**Your assignment**
Go through the lines below and repeat each one exactly, skipping pictures.

[Start of Attachment]

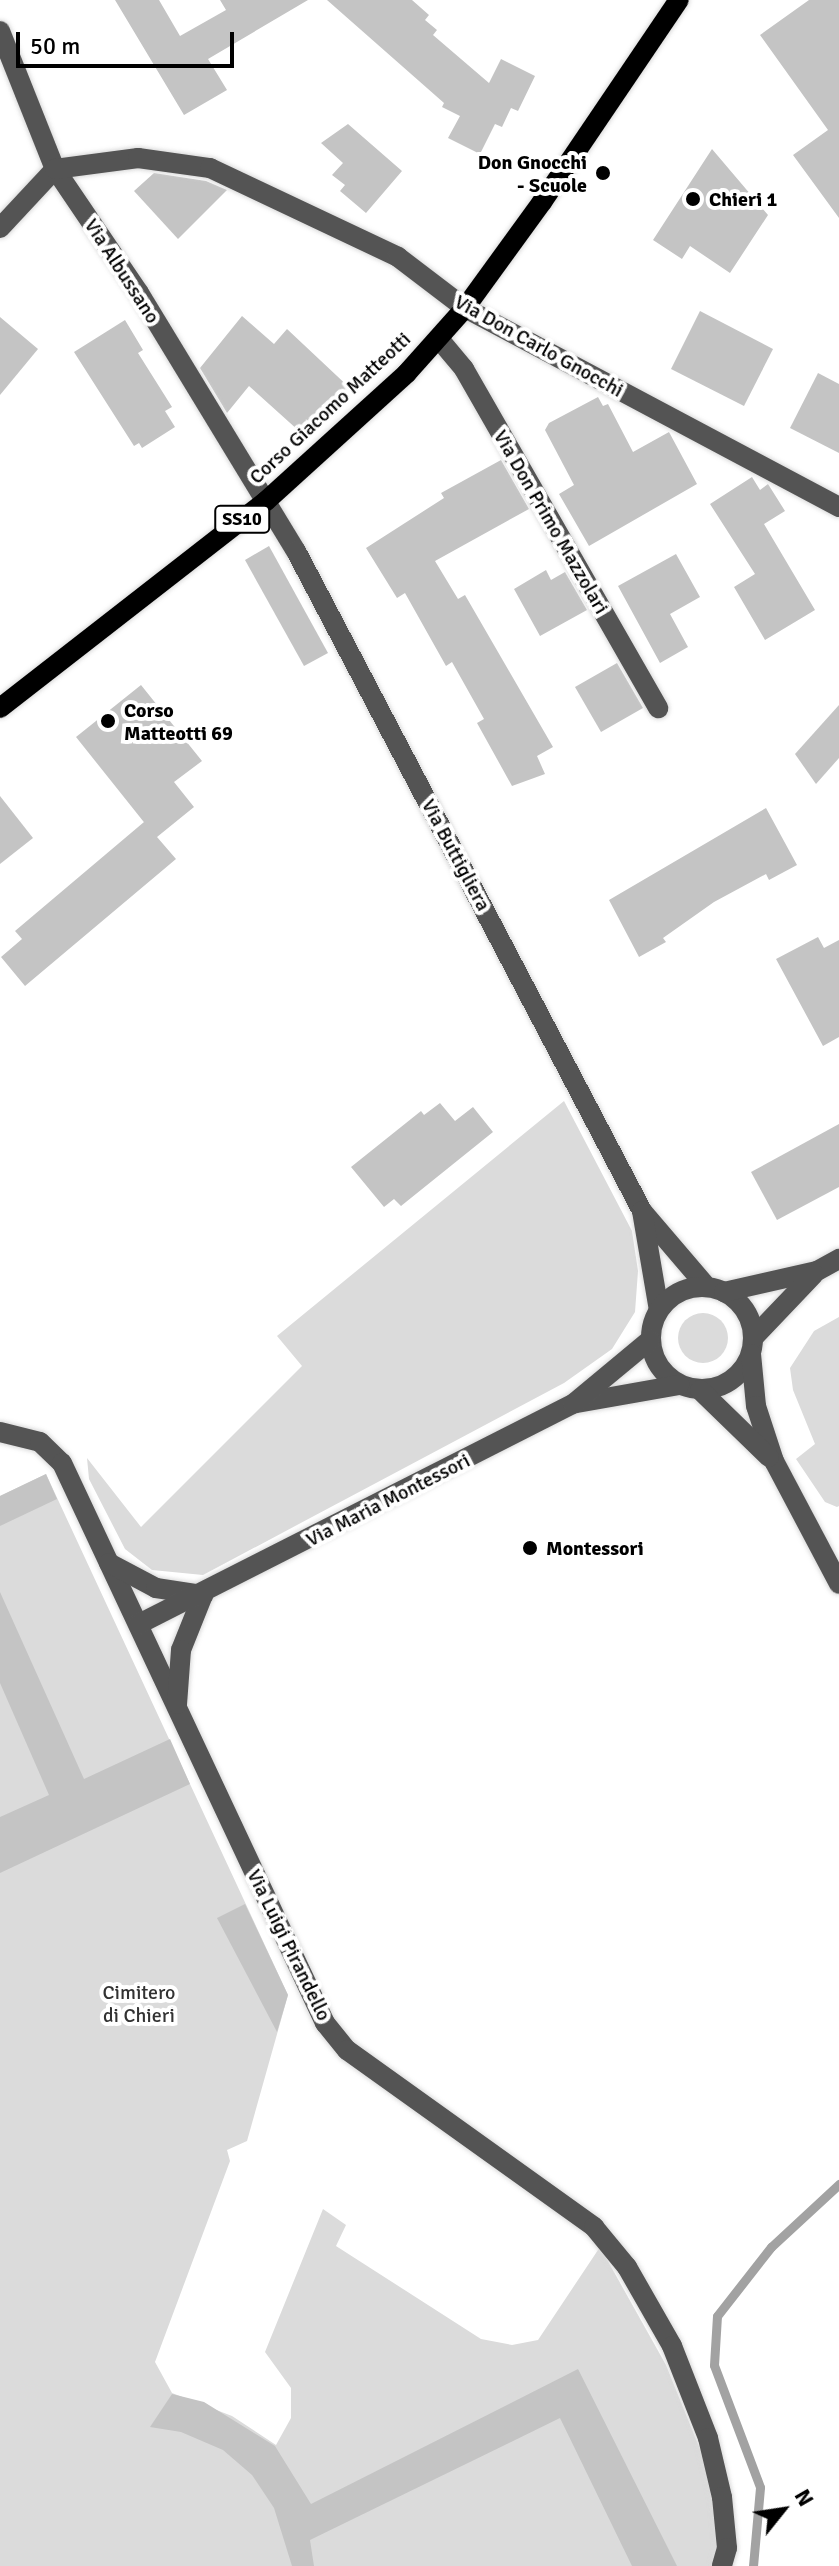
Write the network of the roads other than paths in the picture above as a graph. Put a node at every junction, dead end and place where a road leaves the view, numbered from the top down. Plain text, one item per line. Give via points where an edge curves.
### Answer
1 (679, 0) edge
2 (0, 31) edge
3 (55, 169) junction
4 (0, 228) edge
5 (465, 308) junction
6 (439, 339) junction
7 (266, 501) junction
8 (839, 507) edge
9 (0, 708) edge
10 (658, 708) dead end
11 (642, 1211) junction
12 (839, 1259) edge
13 (817, 1271) junction
14 (716, 1290) junction
15 (659, 1310) junction
16 (650, 1340) junction
17 (752, 1346) junction
18 (679, 1385) junction
19 (700, 1390) junction
20 (573, 1404) junction
21 (0, 1432) edge
22 (774, 1461) junction
23 (109, 1563) junction
24 (839, 1584) edge
25 (203, 1595) junction
26 (139, 1624) junction
27 (177, 1708) junction
28 (722, 2566) edge

1 - 5 main road, Corso Giacomo Matteotti / SS10
2 - 3 street, Via Albussano
3 - 4 street
3 - 5 street, Via Don Carlo Gnocchi via 138,158 210,168 398,257
3 - 7 street, Via Albussano via 139,293
5 - 6 main road, Corso Giacomo Matteotti / SS10
5 - 8 street, Via Don Carlo Gnocchi
6 - 7 main road, Corso Giacomo Matteotti / SS10 via 371,409
6 - 10 street, Via Don Primo Mazzolari via 464,369
7 - 9 main road, Corso Giacomo Matteotti / SS10
7 - 11 street, Via Buttigliera
11 - 14 street, Via Buttigliera
11 - 15 street, Via Buttigliera
12 - 13 street
13 - 14 street
13 - 17 street
14 - 15 street via 679,1292
14 - 17 street via 745,1311
15 - 16 street
16 - 18 street via 658,1366
16 - 20 street, Via Maria Montessori
17 - 19 street via 731,1381
17 - 22 street via 756,1406
18 - 19 street
18 - 20 street, Via Maria Montessori
19 - 22 street
20 - 25 street, Via Maria Montessori
21 - 23 street, Via Luigi Pirandello via 40,1442 62,1463
22 - 24 street
23 - 25 street via 156,1588
23 - 26 street, Via Luigi Pirandello
25 - 26 street, Via Maria Montessori
25 - 27 street via 181,1650
26 - 27 street, Via Luigi Pirandello
27 - 28 street, Via Luigi Pirandello via 306,1988 347,2050 594,2227 627,2267 672,2346 708,2438 723,2509 727,2548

[End of Attachment]

**Expected answer**
Write the network of the roads other than paths in the picture above as a graph. Put a node at every junction, dead end and place where a road leaves the view, numbered from the top down. Plain text, one item per line. Give via points where an edge curves.
### Answer
1 (679, 0) edge
2 (0, 31) edge
3 (55, 169) junction
4 (0, 228) edge
5 (465, 308) junction
6 (439, 339) junction
7 (266, 501) junction
8 (839, 507) edge
9 (0, 708) edge
10 (658, 708) dead end
11 (642, 1211) junction
12 (839, 1259) edge
13 (817, 1271) junction
14 (716, 1290) junction
15 (659, 1310) junction
16 (650, 1340) junction
17 (752, 1346) junction
18 (679, 1385) junction
19 (700, 1390) junction
20 (573, 1404) junction
21 (0, 1432) edge
22 (774, 1461) junction
23 (109, 1563) junction
24 (839, 1584) edge
25 (203, 1595) junction
26 (139, 1624) junction
27 (177, 1708) junction
28 (722, 2566) edge

1 - 5 main road, Corso Giacomo Matteotti / SS10
2 - 3 street, Via Albussano
3 - 4 street
3 - 5 street, Via Don Carlo Gnocchi via 138,158 210,168 398,257
3 - 7 street, Via Albussano via 139,293
5 - 6 main road, Corso Giacomo Matteotti / SS10
5 - 8 street, Via Don Carlo Gnocchi
6 - 7 main road, Corso Giacomo Matteotti / SS10 via 371,409
6 - 10 street, Via Don Primo Mazzolari via 464,369
7 - 9 main road, Corso Giacomo Matteotti / SS10
7 - 11 street, Via Buttigliera
11 - 14 street, Via Buttigliera
11 - 15 street, Via Buttigliera
12 - 13 street
13 - 14 street
13 - 17 street
14 - 15 street via 679,1292
14 - 17 street via 745,1311
15 - 16 street
16 - 18 street via 658,1366
16 - 20 street, Via Maria Montessori
17 - 19 street via 731,1381
17 - 22 street via 756,1406
18 - 19 street
18 - 20 street, Via Maria Montessori
19 - 22 street
20 - 25 street, Via Maria Montessori
21 - 23 street, Via Luigi Pirandello via 40,1442 62,1463
22 - 24 street
23 - 25 street via 156,1588
23 - 26 street, Via Luigi Pirandello
25 - 26 street, Via Maria Montessori
25 - 27 street via 181,1650
26 - 27 street, Via Luigi Pirandello
27 - 28 street, Via Luigi Pirandello via 306,1988 347,2050 594,2227 627,2267 672,2346 708,2438 723,2509 727,2548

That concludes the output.